Bakan Bekir Pakdemirli, herkesin gönlünün rahat olması gerektiğini belirterek, “Kuraklıkla ilgili gerekli önlemler alınmıştır. Türkiye, dün …
Bakan Bekir Pakdemirli, herkesin gönlünün rahat olması gerektiğini belirterek, “Kuraklıkla ilgili gerekli önlemler alınmıştır. Türkiye, dün olduğu üzere bugün de, yarın da bir sorun yaşamayacaktır.” dedi.
ABD, AB, Çin ve çok sayıda ülkede insanların rafları boşalttığını, lojistik zincirinin düşünceye girdiğini aktaran Pakdemirli, Türkiye’nin, aldığı önlemler sayesinde hiçbir kasvet yaşamadığını söz etti.
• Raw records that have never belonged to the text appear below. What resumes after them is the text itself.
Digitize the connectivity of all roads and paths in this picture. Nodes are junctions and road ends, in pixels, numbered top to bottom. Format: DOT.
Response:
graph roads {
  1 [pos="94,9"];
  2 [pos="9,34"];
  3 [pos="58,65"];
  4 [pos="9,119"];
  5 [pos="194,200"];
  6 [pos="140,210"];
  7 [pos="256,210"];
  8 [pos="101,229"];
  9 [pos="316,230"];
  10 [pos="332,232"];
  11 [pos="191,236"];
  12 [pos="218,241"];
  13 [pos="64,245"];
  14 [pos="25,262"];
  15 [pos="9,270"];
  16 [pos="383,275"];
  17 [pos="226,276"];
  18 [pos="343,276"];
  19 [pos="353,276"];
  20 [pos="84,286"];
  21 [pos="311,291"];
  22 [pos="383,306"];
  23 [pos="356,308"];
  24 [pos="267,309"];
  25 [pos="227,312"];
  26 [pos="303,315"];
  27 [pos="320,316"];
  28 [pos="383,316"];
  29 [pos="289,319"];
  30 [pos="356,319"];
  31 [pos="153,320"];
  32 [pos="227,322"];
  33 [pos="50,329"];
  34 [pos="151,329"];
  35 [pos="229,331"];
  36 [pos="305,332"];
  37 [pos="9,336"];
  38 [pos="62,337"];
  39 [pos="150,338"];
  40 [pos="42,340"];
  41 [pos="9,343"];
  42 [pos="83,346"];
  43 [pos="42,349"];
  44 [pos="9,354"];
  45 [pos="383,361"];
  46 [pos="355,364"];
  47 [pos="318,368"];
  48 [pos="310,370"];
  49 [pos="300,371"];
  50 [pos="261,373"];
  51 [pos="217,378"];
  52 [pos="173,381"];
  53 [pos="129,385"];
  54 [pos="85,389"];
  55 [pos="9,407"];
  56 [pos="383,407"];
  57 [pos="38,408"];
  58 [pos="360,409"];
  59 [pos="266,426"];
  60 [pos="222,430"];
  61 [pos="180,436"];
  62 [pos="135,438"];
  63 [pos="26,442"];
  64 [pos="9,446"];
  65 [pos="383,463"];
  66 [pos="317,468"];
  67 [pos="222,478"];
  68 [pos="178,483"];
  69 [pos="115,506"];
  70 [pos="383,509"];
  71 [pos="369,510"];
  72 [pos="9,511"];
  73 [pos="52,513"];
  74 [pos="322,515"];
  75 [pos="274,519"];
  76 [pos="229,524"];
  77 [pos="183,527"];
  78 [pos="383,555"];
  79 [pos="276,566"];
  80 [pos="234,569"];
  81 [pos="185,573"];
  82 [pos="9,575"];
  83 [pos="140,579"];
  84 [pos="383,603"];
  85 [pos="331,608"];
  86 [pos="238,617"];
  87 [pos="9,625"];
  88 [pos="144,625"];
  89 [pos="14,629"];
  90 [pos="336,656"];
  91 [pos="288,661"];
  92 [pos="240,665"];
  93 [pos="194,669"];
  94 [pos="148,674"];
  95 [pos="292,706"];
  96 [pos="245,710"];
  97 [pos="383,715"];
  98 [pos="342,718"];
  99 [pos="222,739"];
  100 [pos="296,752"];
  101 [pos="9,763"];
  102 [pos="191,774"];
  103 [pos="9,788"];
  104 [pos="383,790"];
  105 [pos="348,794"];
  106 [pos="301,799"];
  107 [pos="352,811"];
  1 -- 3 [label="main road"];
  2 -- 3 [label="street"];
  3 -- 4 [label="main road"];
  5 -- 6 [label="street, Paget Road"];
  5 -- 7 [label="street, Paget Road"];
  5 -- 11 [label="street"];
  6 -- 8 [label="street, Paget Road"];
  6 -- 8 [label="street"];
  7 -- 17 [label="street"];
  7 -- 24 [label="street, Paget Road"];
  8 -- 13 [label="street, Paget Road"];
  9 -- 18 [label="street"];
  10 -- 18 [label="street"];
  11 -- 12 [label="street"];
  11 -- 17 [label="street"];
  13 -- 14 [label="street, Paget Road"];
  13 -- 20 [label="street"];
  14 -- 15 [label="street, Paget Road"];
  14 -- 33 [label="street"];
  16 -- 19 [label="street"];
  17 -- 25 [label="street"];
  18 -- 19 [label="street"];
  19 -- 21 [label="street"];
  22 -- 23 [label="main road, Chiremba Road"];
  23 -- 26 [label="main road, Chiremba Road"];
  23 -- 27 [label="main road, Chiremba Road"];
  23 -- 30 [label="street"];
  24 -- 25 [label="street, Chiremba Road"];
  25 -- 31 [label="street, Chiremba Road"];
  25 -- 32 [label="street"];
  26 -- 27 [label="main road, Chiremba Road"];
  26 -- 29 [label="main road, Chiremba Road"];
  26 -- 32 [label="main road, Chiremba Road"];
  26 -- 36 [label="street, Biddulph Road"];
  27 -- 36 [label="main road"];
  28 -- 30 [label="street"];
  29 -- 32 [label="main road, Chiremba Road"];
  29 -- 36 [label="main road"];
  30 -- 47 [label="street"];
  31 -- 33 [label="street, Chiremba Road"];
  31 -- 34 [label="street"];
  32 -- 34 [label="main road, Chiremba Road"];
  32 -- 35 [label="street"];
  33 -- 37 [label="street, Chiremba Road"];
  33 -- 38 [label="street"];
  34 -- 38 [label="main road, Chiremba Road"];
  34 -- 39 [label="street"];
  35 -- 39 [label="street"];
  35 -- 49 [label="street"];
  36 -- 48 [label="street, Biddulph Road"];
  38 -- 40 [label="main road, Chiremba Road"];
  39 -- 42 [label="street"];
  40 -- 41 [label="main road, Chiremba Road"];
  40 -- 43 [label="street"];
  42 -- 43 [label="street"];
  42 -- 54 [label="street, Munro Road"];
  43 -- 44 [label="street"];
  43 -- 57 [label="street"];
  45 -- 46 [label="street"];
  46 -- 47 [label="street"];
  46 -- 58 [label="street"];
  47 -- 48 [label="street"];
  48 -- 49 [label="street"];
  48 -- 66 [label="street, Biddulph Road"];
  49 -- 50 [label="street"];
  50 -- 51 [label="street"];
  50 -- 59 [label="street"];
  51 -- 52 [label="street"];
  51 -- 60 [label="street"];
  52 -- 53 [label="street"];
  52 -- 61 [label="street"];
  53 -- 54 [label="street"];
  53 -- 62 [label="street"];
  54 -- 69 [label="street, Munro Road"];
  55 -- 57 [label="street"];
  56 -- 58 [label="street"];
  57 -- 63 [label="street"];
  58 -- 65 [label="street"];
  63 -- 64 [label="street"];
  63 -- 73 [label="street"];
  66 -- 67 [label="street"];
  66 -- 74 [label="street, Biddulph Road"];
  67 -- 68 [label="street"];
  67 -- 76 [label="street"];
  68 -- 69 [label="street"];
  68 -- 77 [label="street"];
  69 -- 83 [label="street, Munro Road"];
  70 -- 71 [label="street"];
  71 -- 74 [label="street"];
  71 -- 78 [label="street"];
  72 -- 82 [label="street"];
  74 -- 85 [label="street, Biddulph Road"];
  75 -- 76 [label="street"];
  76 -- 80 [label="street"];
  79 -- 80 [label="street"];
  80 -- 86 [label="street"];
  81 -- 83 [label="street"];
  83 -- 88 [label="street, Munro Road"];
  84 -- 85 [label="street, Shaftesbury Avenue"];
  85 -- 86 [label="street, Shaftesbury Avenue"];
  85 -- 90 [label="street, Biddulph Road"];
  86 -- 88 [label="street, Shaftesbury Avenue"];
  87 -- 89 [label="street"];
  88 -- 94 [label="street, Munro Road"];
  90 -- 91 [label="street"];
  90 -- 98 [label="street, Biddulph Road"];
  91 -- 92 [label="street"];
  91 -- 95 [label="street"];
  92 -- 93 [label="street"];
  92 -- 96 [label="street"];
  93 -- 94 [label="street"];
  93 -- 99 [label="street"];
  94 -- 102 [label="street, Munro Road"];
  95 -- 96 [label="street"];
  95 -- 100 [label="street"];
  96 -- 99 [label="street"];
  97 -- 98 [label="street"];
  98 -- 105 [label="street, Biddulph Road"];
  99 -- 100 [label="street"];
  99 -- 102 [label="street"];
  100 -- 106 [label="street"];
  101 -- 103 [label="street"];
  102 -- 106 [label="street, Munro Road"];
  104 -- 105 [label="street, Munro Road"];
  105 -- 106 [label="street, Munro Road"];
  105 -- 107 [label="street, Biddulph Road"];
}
Pakdemirli, Türkiye’nin hem tedarik zinciri hem üretimin aksamaması için önlemlerini birinci hadise görülmeden çok evvel aldığını belirterek, salgında çiftçilere adeta diplomatik pasaport verdiklerini, onların, sokağa çıkma yasaklarında istedikleri üzere dolaştığını, ekimini, hasadını ve üretimini yaptığını bildirdi.
“TARIMSAL HASILADA 2020’Yİ TÜRKİYE’NİN BÜYÜMESİNİN ÇOK ÖTESİNDE BİR BÜYÜMEYLE KAPATTIK”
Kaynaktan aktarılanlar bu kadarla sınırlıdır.